My film was shown, it didn't win anything, but we got to meet Ms. Wells--very nice, by the way, as well as meeting former The Price Is Right announcer Rich Fields (see below).

Lou Ferrigno, the former Incredible Hulk, was also in attendance (sorry, no picture). But as we enjoyed lunch, a specter of evil arrived from the south, a vision in black, a personification of pure bad stuff. Yes, Darth Vader arrived, straight from destroying some galaxy, no doubt.

He arrived with a henchman, or henchwoman I suppose... and began mingling with the crowd, reading our minds (I'm sure...) in an attempt to find our weaknesses so he could exploit them at a time convenient to him and him alone.

We all stared as he passed and we said things like, "Hey, that's Darth Vader." I pointed him out to my children, and then he stopped in front of my daughter.

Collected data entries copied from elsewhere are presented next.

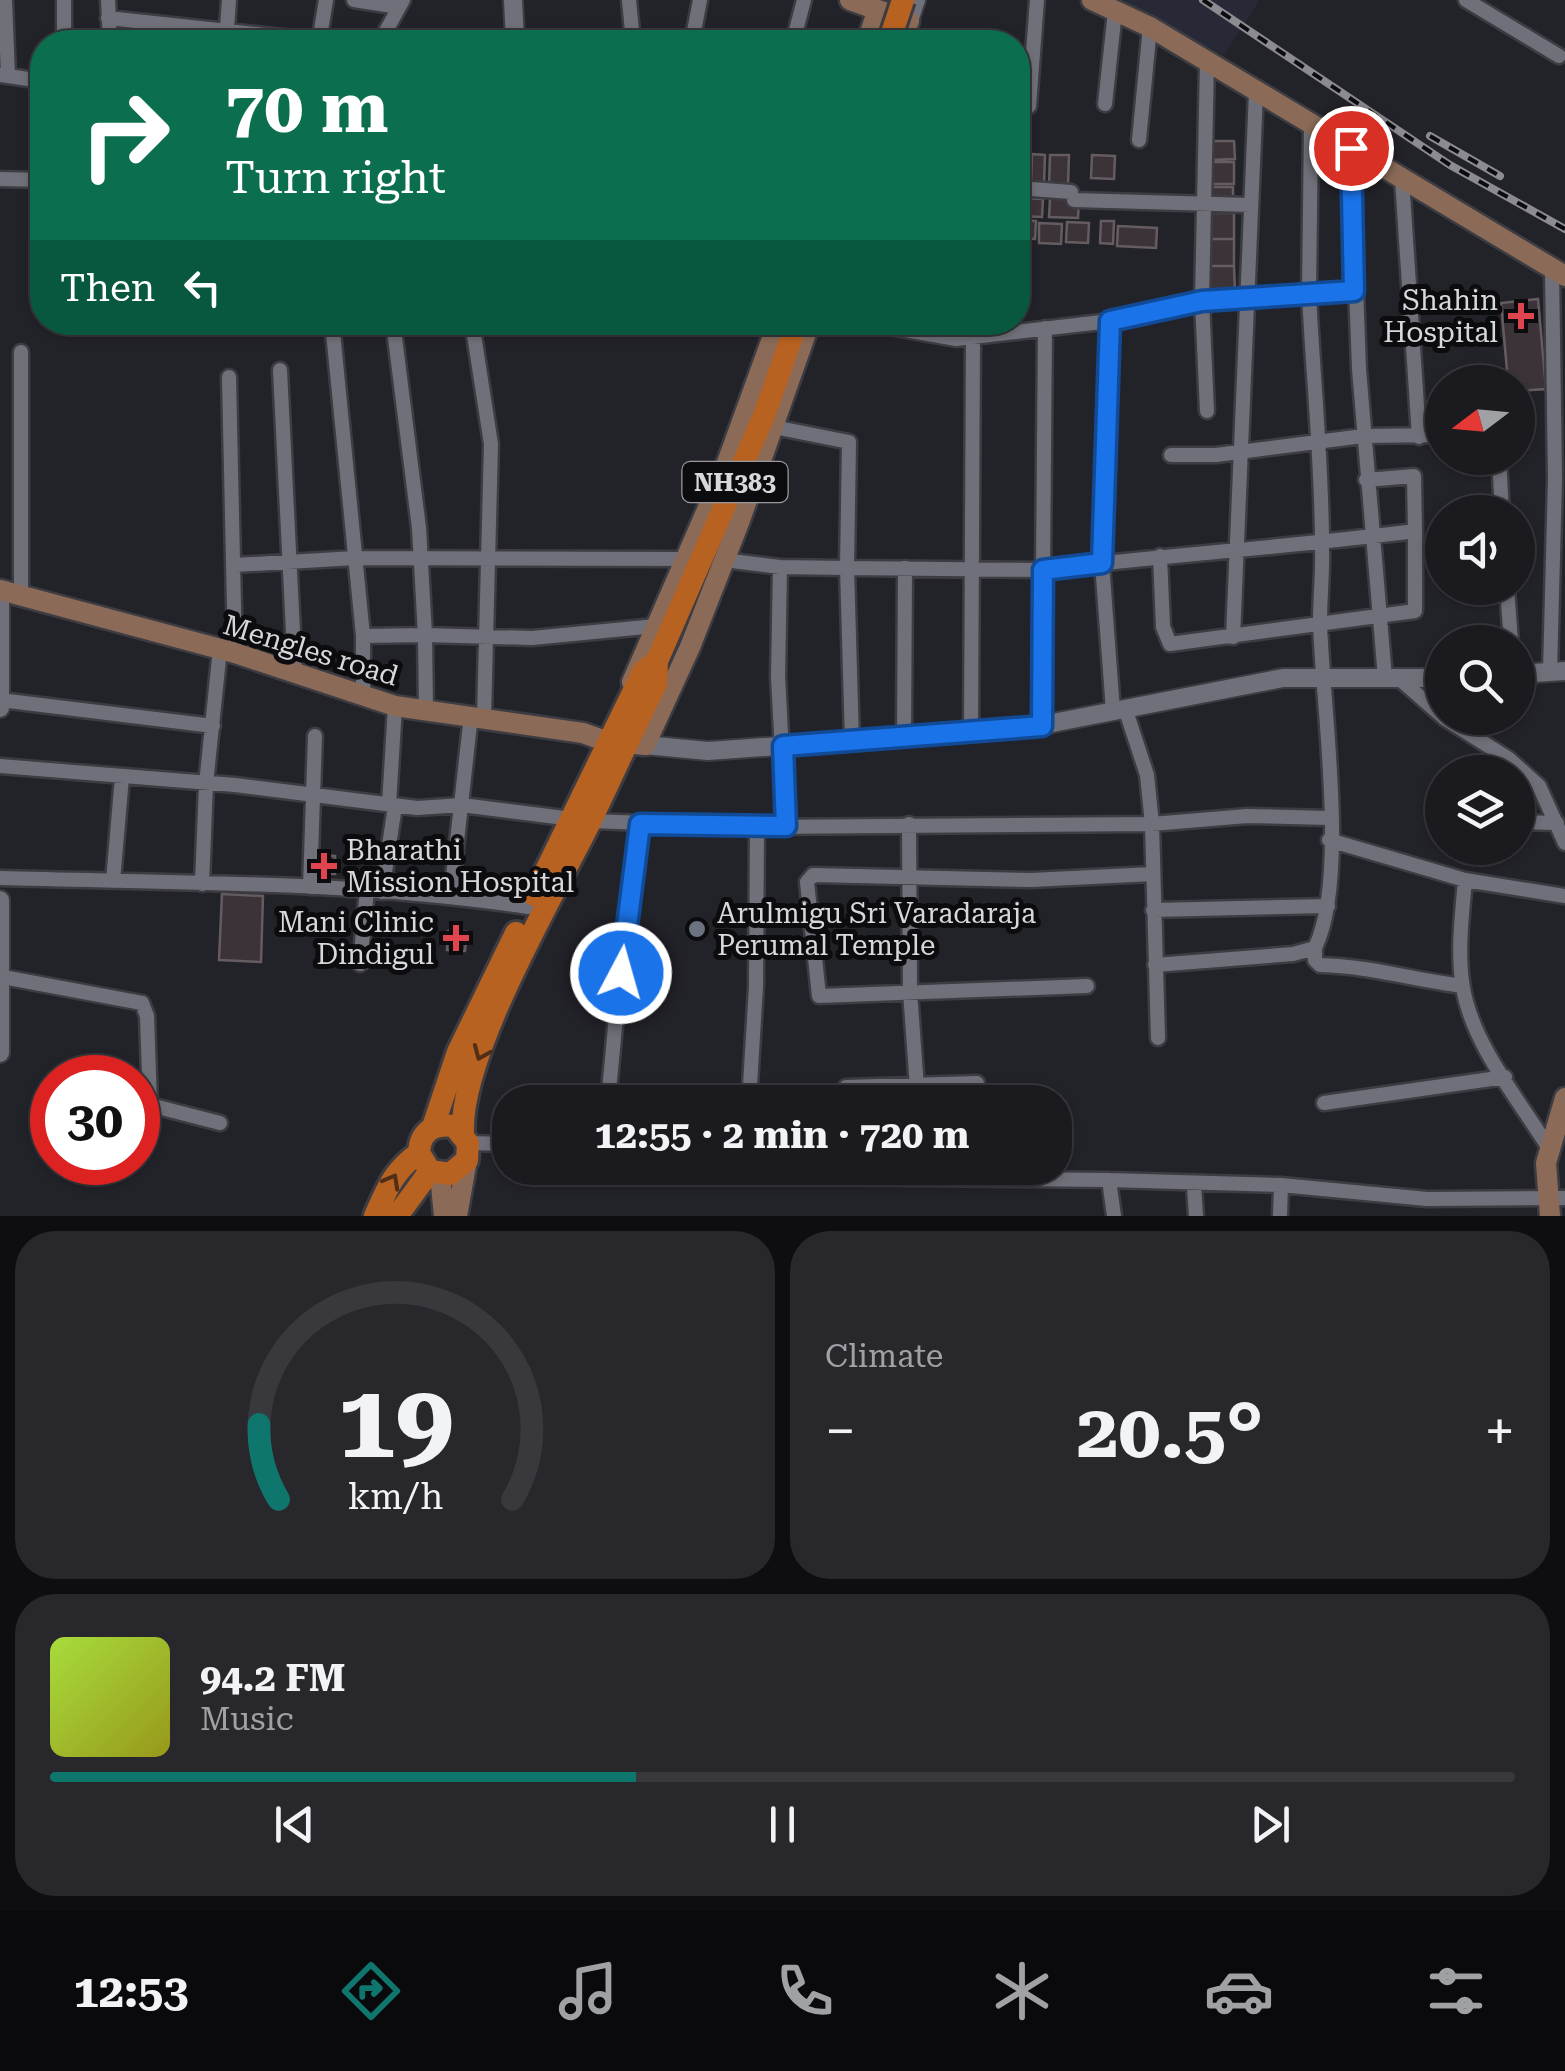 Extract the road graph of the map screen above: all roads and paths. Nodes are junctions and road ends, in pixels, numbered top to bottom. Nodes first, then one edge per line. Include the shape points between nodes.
1 (6, 0) edge
2 (64, 0) edge
3 (108, 0) edge
4 (229, 0) edge
5 (326, 0) edge
6 (354, 0) edge
7 (512, 0) edge
8 (629, 0) edge
9 (700, 0) edge
10 (804, 0) edge
11 (850, 0) edge
12 (916, 0) edge
13 (1038, 0) edge
14 (1092, 0) edge
15 (1466, 0) edge
16 (401, 3) edge
17 (906, 10) edge
18 (1115, 10) junction
19 (877, 12) junction
20 (108, 18) junction
21 (1150, 26) junction
22 (64, 30) edge
23 (109, 30) edge
24 (187, 30) edge
25 (227, 30) edge
26 (322, 30) edge
27 (386, 30) edge
28 (515, 30) edge
29 (633, 30) edge
30 (694, 30) edge
31 (796, 30) edge
32 (871, 30) edge
33 (1559, 56) dead end
34 (1206, 62) junction
35 (4, 76) edge
36 (30, 79) edge
37 (1256, 92) junction
38 (1030, 94) edge
39 (1105, 104) dead end
40 (1312, 127) junction
41 (1140, 140) dead end
42 (1351, 148) junction
43 (0, 179) edge
44 (1402, 179) junction
45 (30, 180) edge
46 (1030, 190) edge
47 (1204, 204) junction
48 (1250, 204) junction
49 (1559, 272) edge
50 (1354, 291) junction
51 (1309, 294) junction
52 (1246, 299) junction
53 (1202, 301) junction
54 (1110, 321) junction
55 (1045, 328) junction
56 (1030, 330) edge
57 (333, 335) edge
58 (394, 335) edge
59 (474, 335) edge
60 (773, 335) edge
61 (792, 335) edge
62 (806, 335) edge
63 (919, 335) edge
64 (988, 335) edge
65 (972, 337) junction
66 (21, 352) dead end
67 (280, 370) dead end
68 (228, 377) dead end
69 (1206, 411) dead end
70 (774, 427) junction
71 (1363, 436) junction
72 (1420, 437) junction
73 (1425, 437) edge
74 (1316, 442) junction
75 (1240, 453) junction
76 (1171, 455) dead end
77 (1366, 480) junction
78 (1415, 531) junction
79 (1370, 537) junction
80 (1322, 543) junction
81 (1236, 550) junction
82 (1160, 556) junction
83 (356, 558) junction
84 (420, 558) junction
85 (488, 558) junction
86 (685, 559) junction
87 (290, 560) junction
88 (724, 560) junction
89 (1102, 563) junction
90 (235, 564) junction
91 (780, 568) junction
92 (846, 568) junction
93 (905, 568) junction
94 (971, 570) junction
95 (1043, 570) junction
96 (7, 592) edge
97 (1380, 617) junction
98 (1320, 625) junction
99 (363, 636) junction
100 (425, 636) junction
101 (1233, 637) junction
102 (486, 639) junction
103 (660, 642) junction
104 (228, 651) junction
105 (1558, 671) edge
106 (295, 672) junction
107 (1326, 676) junction
108 (1425, 678) edge
109 (1393, 679) junction
110 (363, 696) junction
111 (0, 700) edge
112 (1425, 703) edge
113 (395, 706) junction
114 (0, 708) edge
115 (426, 710) junction
116 (1119, 710) junction
117 (477, 717) junction
118 (213, 726) junction
119 (1042, 726) junction
120 (970, 732) junction
121 (1471, 735) edge
122 (316, 736) dead end
123 (904, 737) junction
124 (852, 741) junction
125 (619, 743) junction
126 (783, 746) junction
127 (0, 766) edge
128 (122, 777) junction
129 (206, 784) junction
130 (311, 797) junction
131 (392, 805) junction
132 (462, 806) junction
133 (1330, 818) junction
134 (581, 820) junction
135 (1535, 822) edge
136 (1557, 823) junction
137 (640, 824) junction
138 (908, 824) junction
139 (1152, 824) junction
140 (786, 826) junction
141 (757, 827) junction
142 (1329, 840) junction
143 (1565, 843) edge
144 (1153, 874) junction
145 (0, 878) edge
146 (908, 879) junction
147 (1465, 880) junction
148 (113, 881) junction
149 (202, 884) junction
150 (310, 887) junction
151 (375, 891) junction
152 (451, 895) junction
153 (1565, 896) edge
154 (0, 903) edge
155 (1328, 906) junction
156 (528, 908) junction
157 (1153, 910) junction
158 (1315, 948) junction
159 (360, 964) dead end
160 (1155, 966) junction
161 (2, 977) edge
162 (1086, 986) dead end
163 (1462, 986) junction
164 (910, 991) junction
165 (1158, 1038) dead end
166 (0, 1052) edge
167 (1505, 1077) junction
168 (977, 1084) dead end
169 (610, 1085) edge
170 (750, 1085) edge
171 (917, 1085) edge
172 (971, 1085) edge
173 (1565, 1098) edge
174 (1324, 1103) dead end
175 (220, 1123) dead end
176 (433, 1127) junction
177 (492, 1144) edge
178 (466, 1145) junction
179 (1550, 1150) junction
180 (430, 1166) junction
181 (1072, 1179) edge
182 (1109, 1180) junction
183 (1281, 1185) junction
184 (1194, 1186) junction
185 (1427, 1199) junction
186 (1554, 1205) edge
187 (376, 1216) edge
188 (398, 1216) edge
189 (444, 1216) edge
190 (457, 1216) edge
191 (1114, 1216) edge
192 (1196, 1216) edge
193 (1280, 1216) edge
194 (1426, 1216) edge

1 - 35 street
2 - 22 street
3 - 20 street
4 - 25 street
5 - 26 street
6 - 16 street
7 - 28 street
8 - 29 street
9 - 30 street
10 - 31 street
11 - 19 main road
12 - 17 street
13 - 38 street
14 - 18 main road
15 - 33 street
16 - 27 street
17 - 19 main road
18 - 21 main road
18 - 39 street
19 - 32 main road
20 - 23 street
20 - 24 street
21 - 34 main road
21 - 41 street
34 - 37 main road
34 - 47 street
35 - 36 street
37 - 40 main road
37 - 48 street
40 - 42 main road
40 - 51 street
42 - 44 main road
42 - 50 street
43 - 45 street
44 - 49 main road
44 - 72 street
46 - 47 street
47 - 48 street
47 - 53 street
48 - 52 street
49 - 105 street
50 - 51 street
50 - 71 street
51 - 52 street
51 - 74 street
52 - 53 street
52 - 75 street
53 - 54 street
53 - 69 street
54 - 55 street
54 - 89 street
55 - 56 street
55 - 95 street
57 - 83 street
58 - 84 street
59 - 85 street via 491,444
60 - 86 main road
61 - 103 highway, NH383 via 765,414
62 - 70 main road
63 - 65 street
64 - 65 street
65 - 94 street
66 - 96 street
67 - 87 street
68 - 90 street
70 - 88 main road
70 - 92 street via 849,442
71 - 72 street
71 - 74 street
71 - 77 street
72 - 73 street
74 - 75 street
74 - 80 street
75 - 76 street
75 - 81 street
77 - 78 street via 1414,476
77 - 79 street
78 - 79 street
78 - 97 street via 1415,611
79 - 80 street
79 - 97 street
80 - 81 street
80 - 98 street
81 - 82 street
81 - 101 street
82 - 89 street
82 - 101 street via 1166,642
83 - 84 street
83 - 87 street
83 - 99 street
84 - 85 street
84 - 100 street
85 - 86 street
85 - 102 street
86 - 103 main road
87 - 90 street
87 - 106 street
88 - 91 street
88 - 125 main road
89 - 95 street
89 - 116 street
90 - 104 street
91 - 92 street
91 - 126 street
92 - 93 street
92 - 124 street
93 - 94 street
93 - 123 street
94 - 95 street
94 - 120 street
95 - 119 street
96 - 104 main road, Mengles road
96 - 111 street
97 - 98 street
97 - 109 street
98 - 101 street
98 - 107 street
99 - 100 street
99 - 110 street
100 - 102 street
100 - 115 street
102 - 103 street
102 - 117 street
103 - 125 highway via 656,684
103 - 125 main road via 618,714
104 - 106 main road, Mengles road
104 - 118 street
106 - 110 main road, Mengles road
107 - 109 street
107 - 116 street
107 - 133 street
108 - 109 street
109 - 112 street
110 - 113 main road, Mengles road
111 - 114 street
111 - 118 street
113 - 115 main road, Mengles road
113 - 131 street
115 - 117 main road, Mengles road
116 - 119 street
116 - 139 street via 1146,775
117 - 125 main road, Mengles road
117 - 132 street
118 - 129 street
119 - 120 street
120 - 123 street
121 - 136 street via 1539,786
122 - 130 street
123 - 124 street
124 - 126 street
125 - 126 street via 708,750
125 - 134 highway
126 - 140 street
127 - 128 street
128 - 129 street
128 - 148 street
129 - 130 street
129 - 149 street
130 - 131 street
130 - 150 street
131 - 132 street
131 - 151 street
132 - 134 street
132 - 152 street
133 - 139 street
133 - 142 street
134 - 137 street
134 - 156 highway
134 -> 178 highway via 474,1072 462,1106
135 - 136 street
136 - 143 street
137 - 141 street
137 - 169 street
138 - 139 street
138 - 140 street
138 - 146 street
139 - 144 street
140 - 141 street
141 - 170 street
142 - 147 street
142 - 155 street
144 - 146 street
144 - 157 street
145 - 148 street
146 - 164 street
146 - 164 street via 813,876 807,882 818,996
147 - 153 street
147 - 163 street
148 - 149 street
149 - 150 street
150 - 151 street
151 - 152 street
151 - 159 street
152 - 156 street
154 - 161 street
155 - 157 street
155 - 158 street
156 - 176 highway via 458,1052
157 - 160 street
158 - 160 street
158 - 163 street via 1320,965 1364,966
160 - 165 street
161 - 166 street
161 - 175 street via 142,1002 150,1105
162 - 164 street
163 - 167 street via 1474,1024
164 - 171 street
167 - 174 street
167 - 179 street
168 - 172 street
173 - 179 main road
176 - 178 highway via 454,1126
176 - 180 highway via 424,1134
177 - 178 street
178 - 180 highway via 450,1174
178 - 190 main road
179 - 186 main road
187 -> 180 highway via 400,1166
180 - 188 highway
180 - 189 main road
181 - 182 street
182 - 184 street
182 - 191 street
183 - 184 street
183 - 185 street
183 - 193 street
184 - 192 street
185 - 186 street
185 - 194 street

Little did she know that the one in which the prophecy was written--the one who was to bring balance to the force--stood ominously before her, his mechanical suit breathing for him, his aura as black as his leather boots.

After some chit chat, Darth, or Lord Vader left and we all exhaled in unison, grateful that his wrath chose to look the other way and spare us. The hors d'ourves, however, did not share our fate. They succumbed bravely, not a sound could be heard as Lord Vader satisfied his hunger.

The sun set and the Spud Drive In came alive with the festival's final film. We chose not to stay, but departed in our minivan, ever grateful to be able to say that we were there the day Darth Vader invaded Driggs, Idaho.